After a pretty heavy weekend of eating we were keen to avoid over carbing ourselves so tried Mum's little trick of blitzing cauliflower to make a puree... apparently it's what all the almost cool chefs are doing these days!
We used Gordon Ramsay's tip of placing the scallops in a clock formation so we knew how long we had cooked them all for. It worked brilliantly. Each scallop received a quick blast of searing heat, a spot of seasoning and a little drizzle of butter before being placed on their smart little pedestals of cauliflower and bacon.
They were super fresh. Ultra tasty. And mega satisfying!

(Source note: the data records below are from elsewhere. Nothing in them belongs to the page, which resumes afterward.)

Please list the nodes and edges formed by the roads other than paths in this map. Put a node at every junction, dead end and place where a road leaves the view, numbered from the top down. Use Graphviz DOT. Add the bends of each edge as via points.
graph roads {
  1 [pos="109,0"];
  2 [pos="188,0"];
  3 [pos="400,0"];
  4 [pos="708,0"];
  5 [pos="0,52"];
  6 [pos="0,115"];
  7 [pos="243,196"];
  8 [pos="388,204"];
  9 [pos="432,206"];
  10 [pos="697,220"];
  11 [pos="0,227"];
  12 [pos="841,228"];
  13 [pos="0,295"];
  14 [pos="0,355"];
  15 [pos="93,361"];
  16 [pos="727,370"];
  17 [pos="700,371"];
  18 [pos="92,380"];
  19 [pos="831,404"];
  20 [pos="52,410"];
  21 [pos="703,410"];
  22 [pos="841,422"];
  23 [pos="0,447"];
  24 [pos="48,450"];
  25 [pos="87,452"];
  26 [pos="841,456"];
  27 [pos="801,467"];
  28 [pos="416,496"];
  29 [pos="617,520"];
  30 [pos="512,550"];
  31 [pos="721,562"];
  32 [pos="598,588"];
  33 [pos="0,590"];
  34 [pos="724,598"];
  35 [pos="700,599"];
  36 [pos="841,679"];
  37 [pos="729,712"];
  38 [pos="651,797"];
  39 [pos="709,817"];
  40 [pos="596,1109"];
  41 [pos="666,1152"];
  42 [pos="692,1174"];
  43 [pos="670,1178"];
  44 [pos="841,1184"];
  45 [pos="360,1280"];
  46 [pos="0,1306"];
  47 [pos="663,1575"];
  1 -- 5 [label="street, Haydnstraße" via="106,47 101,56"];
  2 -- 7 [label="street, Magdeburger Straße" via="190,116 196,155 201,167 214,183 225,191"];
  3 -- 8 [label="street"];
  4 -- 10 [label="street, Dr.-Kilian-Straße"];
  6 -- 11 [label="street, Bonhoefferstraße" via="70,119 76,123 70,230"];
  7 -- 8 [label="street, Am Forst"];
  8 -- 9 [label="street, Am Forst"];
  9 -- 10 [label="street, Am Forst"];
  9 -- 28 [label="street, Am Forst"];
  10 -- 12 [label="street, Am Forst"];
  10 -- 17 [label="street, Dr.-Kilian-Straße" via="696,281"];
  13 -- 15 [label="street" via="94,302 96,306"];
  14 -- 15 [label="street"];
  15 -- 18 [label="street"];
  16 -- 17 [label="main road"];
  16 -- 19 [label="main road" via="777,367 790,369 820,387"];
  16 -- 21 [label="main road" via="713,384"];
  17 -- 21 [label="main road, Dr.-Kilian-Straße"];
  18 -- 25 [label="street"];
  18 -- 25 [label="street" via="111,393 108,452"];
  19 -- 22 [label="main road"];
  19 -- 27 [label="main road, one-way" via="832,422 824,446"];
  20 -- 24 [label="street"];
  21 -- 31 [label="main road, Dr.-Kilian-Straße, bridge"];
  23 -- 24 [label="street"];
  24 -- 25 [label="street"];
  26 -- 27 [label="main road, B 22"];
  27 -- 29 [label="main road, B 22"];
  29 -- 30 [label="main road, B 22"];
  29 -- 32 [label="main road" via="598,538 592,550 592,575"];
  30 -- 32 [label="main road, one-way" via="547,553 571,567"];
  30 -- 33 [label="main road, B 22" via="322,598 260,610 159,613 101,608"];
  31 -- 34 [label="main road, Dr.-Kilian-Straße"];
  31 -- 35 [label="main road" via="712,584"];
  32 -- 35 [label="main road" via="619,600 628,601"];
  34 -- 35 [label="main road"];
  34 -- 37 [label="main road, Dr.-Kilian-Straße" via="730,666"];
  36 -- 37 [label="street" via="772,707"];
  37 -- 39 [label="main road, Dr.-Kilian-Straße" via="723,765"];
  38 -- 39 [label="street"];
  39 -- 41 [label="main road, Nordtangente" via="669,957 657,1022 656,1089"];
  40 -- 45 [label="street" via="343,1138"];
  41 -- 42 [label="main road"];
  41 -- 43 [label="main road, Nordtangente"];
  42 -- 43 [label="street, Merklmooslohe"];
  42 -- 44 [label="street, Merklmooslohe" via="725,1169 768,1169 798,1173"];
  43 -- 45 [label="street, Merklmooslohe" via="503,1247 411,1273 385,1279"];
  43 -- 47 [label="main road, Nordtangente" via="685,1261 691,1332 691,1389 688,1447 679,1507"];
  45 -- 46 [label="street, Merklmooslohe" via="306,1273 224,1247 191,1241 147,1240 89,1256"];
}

We sloped off to lunch, eager to see if it was as good as everyone said. It's housed inside what looks like it could be a 1970s car park with grey concrete walls, ill fitting windows and not a lot of style. The one thing that suggested we were in for a treat was the pub esque sign outside announcing Acorn House to have been voted restaurant of the year by the Observer. Impressive.
Inside it was super busy, even for lunch. We shared a delicious assortment of chesses, salady things and salami for starter, whilst we guzzled a very nice bottle of cotes de Rhone.

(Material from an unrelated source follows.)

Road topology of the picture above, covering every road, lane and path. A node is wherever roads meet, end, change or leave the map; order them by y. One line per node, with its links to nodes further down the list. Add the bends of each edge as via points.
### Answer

I was very excited when my main course arrived. Cowie would have laughed as I was unable to not order the pork belly! If it's on the menu I find it impossible to order anything else. The flesh was so soft, tender and melting. Meanwhile the crackling wasn't so much crackling, as just a bit crunchy! I love pork belly so much that this wasn't really a problem... but maybe not quite so much as this guy does!

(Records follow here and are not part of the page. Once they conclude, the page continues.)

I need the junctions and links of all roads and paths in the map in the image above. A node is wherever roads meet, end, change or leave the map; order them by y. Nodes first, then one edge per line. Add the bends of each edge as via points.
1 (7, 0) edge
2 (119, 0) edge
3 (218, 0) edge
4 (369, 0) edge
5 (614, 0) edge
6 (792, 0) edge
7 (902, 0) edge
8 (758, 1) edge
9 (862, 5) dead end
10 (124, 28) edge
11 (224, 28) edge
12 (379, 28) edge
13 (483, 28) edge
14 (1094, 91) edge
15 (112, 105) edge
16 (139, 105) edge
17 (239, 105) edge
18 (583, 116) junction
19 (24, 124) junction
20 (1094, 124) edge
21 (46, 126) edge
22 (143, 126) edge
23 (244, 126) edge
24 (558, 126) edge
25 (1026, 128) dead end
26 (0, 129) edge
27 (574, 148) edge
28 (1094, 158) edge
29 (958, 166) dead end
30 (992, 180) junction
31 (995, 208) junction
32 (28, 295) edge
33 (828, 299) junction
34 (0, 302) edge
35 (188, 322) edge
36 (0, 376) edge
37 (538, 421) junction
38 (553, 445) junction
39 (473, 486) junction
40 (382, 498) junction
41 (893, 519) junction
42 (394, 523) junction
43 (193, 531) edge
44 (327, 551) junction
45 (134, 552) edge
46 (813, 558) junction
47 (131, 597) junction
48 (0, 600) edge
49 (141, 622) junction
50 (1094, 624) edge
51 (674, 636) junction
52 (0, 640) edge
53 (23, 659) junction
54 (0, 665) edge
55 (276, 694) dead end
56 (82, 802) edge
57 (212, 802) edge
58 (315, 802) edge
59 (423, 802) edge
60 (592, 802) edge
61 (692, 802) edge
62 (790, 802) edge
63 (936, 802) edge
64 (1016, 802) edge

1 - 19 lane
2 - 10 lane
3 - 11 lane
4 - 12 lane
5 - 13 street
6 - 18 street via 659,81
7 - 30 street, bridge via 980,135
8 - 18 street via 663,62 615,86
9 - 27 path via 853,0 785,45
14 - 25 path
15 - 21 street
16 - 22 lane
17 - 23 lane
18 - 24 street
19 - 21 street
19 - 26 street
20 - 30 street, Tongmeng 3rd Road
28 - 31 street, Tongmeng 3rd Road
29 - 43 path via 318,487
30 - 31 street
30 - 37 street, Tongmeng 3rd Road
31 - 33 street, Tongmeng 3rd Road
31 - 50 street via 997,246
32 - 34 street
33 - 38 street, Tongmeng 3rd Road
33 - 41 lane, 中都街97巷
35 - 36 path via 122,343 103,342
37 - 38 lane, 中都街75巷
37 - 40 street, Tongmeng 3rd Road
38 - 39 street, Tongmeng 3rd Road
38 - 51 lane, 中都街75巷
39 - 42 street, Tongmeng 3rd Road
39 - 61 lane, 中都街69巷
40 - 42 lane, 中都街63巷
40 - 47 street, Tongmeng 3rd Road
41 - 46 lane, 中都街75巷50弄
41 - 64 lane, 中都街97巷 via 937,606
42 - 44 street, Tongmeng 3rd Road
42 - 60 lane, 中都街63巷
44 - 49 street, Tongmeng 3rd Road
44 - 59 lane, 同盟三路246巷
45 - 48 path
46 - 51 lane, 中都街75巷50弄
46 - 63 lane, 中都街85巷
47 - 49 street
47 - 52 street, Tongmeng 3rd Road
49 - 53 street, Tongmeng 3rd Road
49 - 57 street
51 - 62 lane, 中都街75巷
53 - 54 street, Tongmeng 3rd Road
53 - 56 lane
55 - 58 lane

After a hard morning playing hockey on an icy pitch what better way to spend the afternoon than to tuck into Heston Blumenthal's latest book and read about how to cook the perfect Peking duck. Half an hour later and I was gagging for a pancake, some crispy skinned duck, a few shards of spring onion and cucumber and lashings of hoi sin sauce.
The lengths Heston went to were outrageous. Blowing air into a well chosen duck with a drinks straw or bellows and a bizarre range of cooking processes all seemed a bittoo much! So Cowie and I popped out to find a decent Chinese restaurant in Balham. Life's too easy sometimes!
We'd walked past Ly Bar quite a few times and had never had any inclination to pay them a visit. From the outside it looks like a newly painted glizty bar with a seedy underbelly. But inside it's great. A touch of contemporary, oriental style. Laquered screens and a very discrete waterfall made us feel like someone was reading our minds and giving us exactly what we wanted!
Cowie reigned me back from ordering a half peking duck, which was a good thing! Instead the two of us shared a quarter of a quacker with a range of pancakes and lettuce leaves. Having got really excited about haivng the perfect duck with pancakes, I guess I had set myself up for a bit of disappointment! Don't get me wrong we devoured our duck and needed several reloads of hoi sin sauce... but I think we were stretching our imagination too far to think the Ly Bar was going to be up to Heston's exacting stadnards. Heston's main technical problem when cooking crispy duck was that creating duck with crispy skin and keep the felsh moist is about as easy as some of Zeno's paradoxes. If you want crispy skin you get dry flesh. And if you want juicy meat the skin is normally flabby. Ly Bar's duck was a bit tasteless and dry, but a good dollop of sauce sorted that out!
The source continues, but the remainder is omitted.